Keine Fluggastentschädigung wegen Verspätung – wenn ein Flugpassagier unter Alkohol- und Drogeneinfluss randaliert

 

Am 3.11.2016 musste ein Condor-Flug von Mexiko nach Frankfurt in Florida zwischenlanden, weil ein Passagier auf dem Trockenen saß und ein Kind bedrohte. Zur Realisierung der vermeintlichen Drohung, in den Gang zu urinieren, ist es nach der Entblößung des Geschlechtsteils laut Berichten allerdings nicht gekommen – der Mann wurde überwältigt. Ein Blick in das kürzlich veröffentlichte Urteil des AG Frankfurt a.M. (Urt. v. 19.04.2015 – 32 C 4265/14) zu einem ähnlichen Fall lässt vermuten, wie es um die Entschädigung der Betroffenen steht.

Der Flug der Kläger von Punta Cana nach Frankfurt a.M. verspätete sich um 17 Stunden, weil es auf dem unmittelbaren Vorflug von Frankfurt a.M. nach Punta Cana zu folgendem Zwischenfall kam:

Ein Fluggast torkelte zunächst auf dem Gang herum und zerstörte dann mit einem gegen einen anderen Passagier gerichteten Faustschlag einen Laptop. Nachdem sich der Passagier wieder beruhigt und einige Zeit geschlafen hatte, begann er erneut, die Besatzung körperlich zu bedrängen und zu beschimpfen. Trotz angelegter Handschellen setzte er sein ungebührliches Verhalten weiter fort.

Da die Crew den Verdacht hatte, der Fluggast stünde unter Alkohol- und Drogeneinfluss, entschied  sich der Kapitän aus Sicherheitsgründen zur Zwischenlandung auf den Azoren, um den Randalierer an die örtliche Polizei zu übergeben. Dadurch konnte die Mindestruhezeit der Crew nicht eingehalten werden, sodass der Flug unterbrochen werden musste, was wiederum zur Verspätung des Rückflugs nach Frankfurt führte.

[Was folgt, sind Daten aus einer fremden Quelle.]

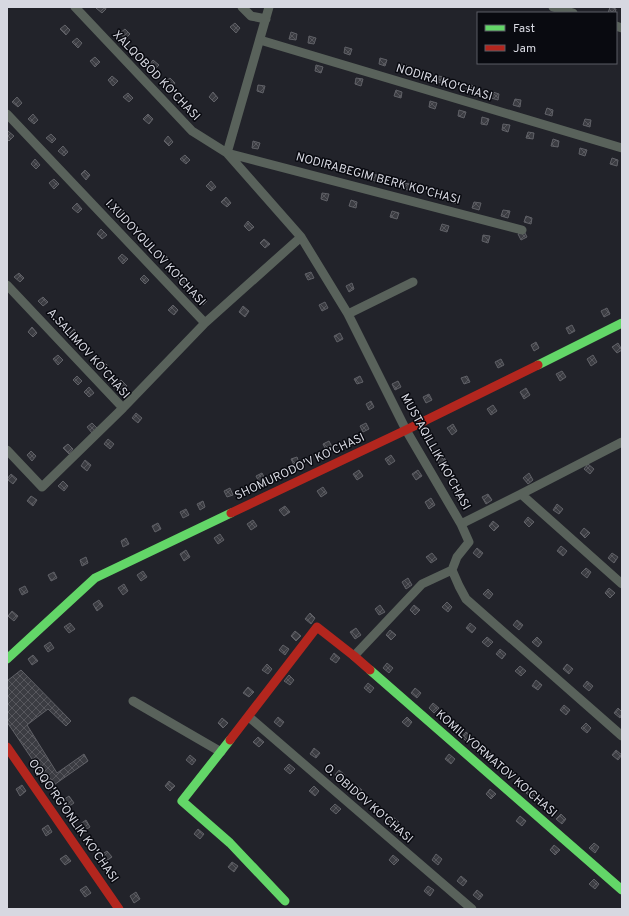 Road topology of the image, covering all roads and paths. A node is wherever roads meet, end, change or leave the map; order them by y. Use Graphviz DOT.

Die Airline musste jedoch keine Entschädigung zahlen, weil es sich um einen außergewöhnlichen Umstand nach der EU-Fluggastrechteverordnung (EG) Nr. 261/2004 handelte:

Gefährdet ein Fluggast durch sein Verhalten die Flugsicherheit und befolgt er nicht die Anordnungen der Crew mit der Folge eines Flugabbruchs, so handele es sich nicht um ein typisches, der Betriebssphäre der Airline zuzuordnendes Ereignis. Denn typischerweise leiste ein Passagier den Crew-Anweisungen Folge und begründe gerade keine Gefahr. Das gefährdende Verhalten nach Alkohol- oder Drogenkonsum stelle vielmehr eine von der Airline unkontrollierbare Ausnahmesituation dar und sei mit einem externen, nicht in ihrem Einflussbereich liegenden Ereignis vergleichbar, so das Gericht.

Es ist also davon auszugehen, dass auch die Passagiere des Condor-Fluges vom 3. November 2016 leer ausgehen werden, jedenfalls soweit sie von dem Störer nicht persönlich angegangen wurden.